Cagle's memo was followed on the EW website by one from Bruce Gersh, executive vp and president of the People, EW and People en Español groups. He cited People's massive reach and name-checked The Jess Cagle Interview, a chat show broadcast on the brand's digital platforms and SiriusXM’s Entertainment Weekly channel. "Jess has led a talented laser-focused team devoted to serving People's loyal audience of over 100 [million] — the largest in its history.

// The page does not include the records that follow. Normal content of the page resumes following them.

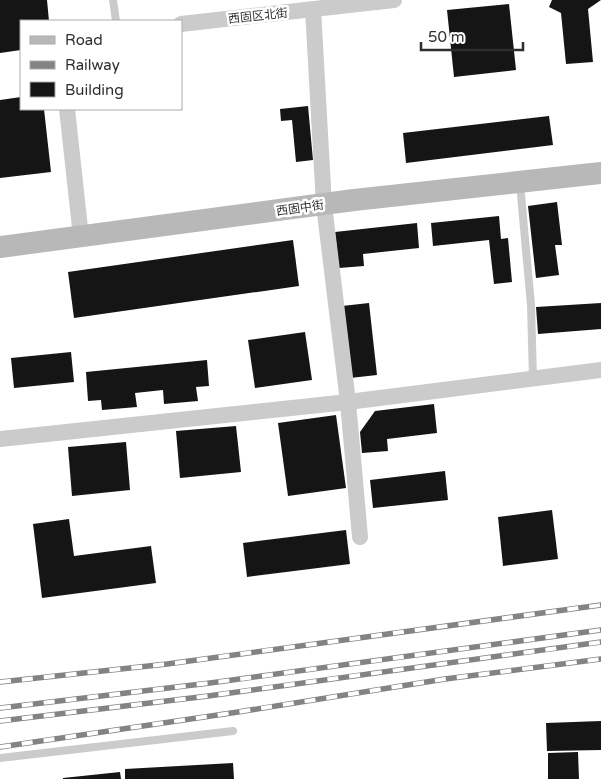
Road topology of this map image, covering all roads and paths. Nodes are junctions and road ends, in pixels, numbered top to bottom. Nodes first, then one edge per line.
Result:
1 (113, 0) edge
2 (394, 0) edge
3 (313, 10) junction
4 (116, 20) edge
5 (182, 24) edge
6 (67, 110) edge
7 (601, 173) edge
8 (520, 182) junction
9 (324, 205) junction
10 (81, 237) junction
11 (0, 247) edge
12 (601, 370) edge
13 (533, 379) junction
14 (348, 402) junction
15 (0, 439) edge
16 (360, 537) dead end
17 (233, 731) dead end
18 (0, 758) edge

1 - 4 lane
2 - 3 street, 西固区北街
3 - 5 street, 西固区北街
3 - 9 street
6 - 10 street
7 - 8 street, 西固中街
8 - 9 street, 西固中街
8 - 13 lane
9 - 10 street, 西固中街
9 - 14 street
10 - 11 street, 西固中街
12 - 13 street
13 - 14 street
14 - 15 street
14 - 16 street
17 - 18 lane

During his tenure, People Digital has grown its reach by 32 million unique users and the average user spends nearly 30% more time on the site that it did nearly five years ago," Gersh noted. 

Read Cagle's memo in full below. 

Dear Colleagues,

This is to let you know that I will be stepping down as Editor in Chief of People when my contract expires on March 31. I will be around and available to help with the transition, but I’ve decided it’s time to do some other things while I’m still young — or at least alive. It’s also time for me to live in Los Angeles full-time under the same roof as my husband and dog.

A few words of gratitude to the People staff: Over the past five years I’ve watched in awe as you all came together and grew our audience to more than 100 million. You’ve brought People’s energy and humanity to every platform. You have changed lives with your compassionate stories on addiction and abuse. You changed the national conversation about gun violence with your fearless reporting. Because of you, the world knows the story of Natasha Stoynoff. Along the way we’ve had a lot of fun; last year we united the country — for a moment — by naming Idris Elba the Sexiest Man Alive. I am so proud to have been a part of all that and so much more, and so deeply grateful for your remarkable intelligence and endless hours of work, which make everything possible. It has been a privilege to work and create and debate and laugh with you every day.

I will also be leaving my role as Editorial Director of the Entertainment Group. To the Entertainment Weekly staff and editor-in-chief Henry Goldblatt: Thank you for making EW the smart, funny, singular sensation that it was always meant to be, and you’ve done it so beautifully across print, digital, radio, and video. To the staff of People en Español and editor-in-chief Armando Correa: Thank you for your tireless energy and creativity. You are a master class in how to give an audience exactly what it wants to see, hear and feel.

I started my career as a People reporter in 1987, and for more than three decades — during tours of duty at People, Time, and EW — Time Inc., and now Meredith, have given me work, friends, mentors, memories, experiences, and a life that, frankly, I cannot believe is mine. I wish for all of you the same joy, opportunity, and fulfillment in your careers, and look forward to seeing you continue to grow and evolve these brands during this tumultuous but exciting media era.